The result – 11 of New Zealand’s best loved artists performing their hit songs in Te Reo Maori, as well as an acknowledgement of the events 20 years ago through a vibrant rendition of our National Anthem Aotearoa/God Defend New Zealand by the renowned Hatea Kapa Haka.

“It was initially meant to be a bilingual album, but the artists said to me ‘I want to do it all in Maori’. Only one is a fluent speaker, so for most of them this was their first real opportunity to sing in Māori. The artists have been brave and inspirational through the recording process which has ultimately been extremely challenging for the majority of them having little or no Maori language skills,” said Mohi. “It is testimony to how important they each view Te Reo Maori as the cornerstone of our culture. This music will help us all to feel like we can participate and celebrate in the uniqueness of our national identity.”
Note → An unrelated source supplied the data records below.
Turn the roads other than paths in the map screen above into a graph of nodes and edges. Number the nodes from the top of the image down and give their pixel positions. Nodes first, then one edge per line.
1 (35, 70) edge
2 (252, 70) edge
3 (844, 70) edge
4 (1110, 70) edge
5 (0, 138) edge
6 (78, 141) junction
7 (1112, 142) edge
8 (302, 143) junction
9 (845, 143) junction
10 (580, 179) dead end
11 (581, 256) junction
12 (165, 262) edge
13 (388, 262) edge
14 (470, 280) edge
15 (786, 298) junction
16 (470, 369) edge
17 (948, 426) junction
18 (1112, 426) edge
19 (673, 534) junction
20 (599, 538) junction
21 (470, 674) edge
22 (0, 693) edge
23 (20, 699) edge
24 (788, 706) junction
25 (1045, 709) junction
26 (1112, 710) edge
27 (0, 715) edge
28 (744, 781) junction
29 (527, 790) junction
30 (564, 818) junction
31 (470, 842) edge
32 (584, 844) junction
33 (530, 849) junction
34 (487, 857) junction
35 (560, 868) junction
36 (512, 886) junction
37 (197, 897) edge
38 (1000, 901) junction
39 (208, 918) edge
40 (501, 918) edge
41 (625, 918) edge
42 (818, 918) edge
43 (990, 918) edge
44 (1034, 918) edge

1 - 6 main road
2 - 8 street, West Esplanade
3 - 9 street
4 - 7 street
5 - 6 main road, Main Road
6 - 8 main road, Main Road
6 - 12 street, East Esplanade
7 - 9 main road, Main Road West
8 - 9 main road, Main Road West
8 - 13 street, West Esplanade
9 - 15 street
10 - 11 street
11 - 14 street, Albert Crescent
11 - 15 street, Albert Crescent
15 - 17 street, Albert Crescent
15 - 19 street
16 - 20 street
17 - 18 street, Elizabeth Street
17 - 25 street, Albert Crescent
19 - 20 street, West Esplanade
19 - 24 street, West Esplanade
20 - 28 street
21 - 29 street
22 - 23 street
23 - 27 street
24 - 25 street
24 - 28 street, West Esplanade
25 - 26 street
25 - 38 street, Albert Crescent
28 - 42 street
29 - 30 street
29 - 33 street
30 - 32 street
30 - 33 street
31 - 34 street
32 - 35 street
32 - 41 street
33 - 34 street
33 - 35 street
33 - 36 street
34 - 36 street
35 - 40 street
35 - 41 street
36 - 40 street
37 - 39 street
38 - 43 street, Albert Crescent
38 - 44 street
“These tracks are well known to people, so they can connect the English words they know to the Maori translation and feel like they’re accessing Te Reo Maori through something familiar.”

Recorded over 10 weeks in 2019, Mohi worked directly with artists in the studio to guide their intonation and understanding of the new Maori lyrics, with translations assisted by Sir Tīmoti Karetu, one of our greatest living Maori orators and language proponents. Mohi asked Sir Tīmoti because she knew his involvement would elevate the mana of the project and give the artists confidence in the words they were singing.

Bic Runga described the experience as “something I've always wanted to try but I was at a loss to know where to start. Having Hinewehi Mohi guide me through this process so generously has been really wonderful. I had to record the vocal well over 50 times to get it even close to right, but to finally sing in my own native tongue has been a really moving experience. The Maori language sings so beautifully, it's warm and percussive, and to have Sway translated by none other than Sir Timoti Karetu has been a huge honour. I've always written love songs, and somehow always felt a part of the tradition of the Māori love song, but without my language. So this is a little homecoming for Sway of sorts, it's been a really meaningful project to me.”

Even the original album artwork by rising artist Kauri Hawkins reinforces the message of empowering New Zealanders to learn and speak Te Reo Maori. The design represents the ‘manu’ or songbird and how we can use music to tell our stories and to share Te Reo Maori. The manu figure can also be seen as a face and its reference to our ‘native tongue’.

The theme for Maori Language Week this year is Kia Kaha Te Reo Maori, ‘Let’s make the Maori language strong’. Mohi acknowledges that each step we take, whether in learning or in embracing music in Te Reo Maori, makes the language stronger.

“Music knows no bounds, so it’s the perfect platform to express our unique heritage language and culture, within Aotearoa, and to the world.

“And it is something as New Zealanders, we can all be proud of, share and celebrate.”


Hatea Kapa Haka - Aotearoa / God Defend New Zealand

Six60 - Kia Mau Ki To Ukaipo / Don’t Forget Your Roots

Stan Walker - Tena Ra Koe / Thank You

Benee - Kua Kore He Kupu / Soaked

Drax Project - I Moeroa / Woke Up Late

Shapeshifter - Nga Kano / In Colour

Kings - Kei Aro Atu Koe / Don’t Worry Bout’ It

Tiki Taane - Kei Toku Ngakau Nei Koe / Always On My Mind

Sons of Zion - Potere Ana / Drift Away

Bic Runga - Haere Mai Ra / Sway

Teeks - E Kore Rawa E Wehe / Never Be Apart

Tami Neilson - Roimata / Cry Myself To Sleep

Te Wiki o te Reo Maori hei te 9-15 o Mahuru 2019.

Maori Language Week runs from 9-15 September 2019.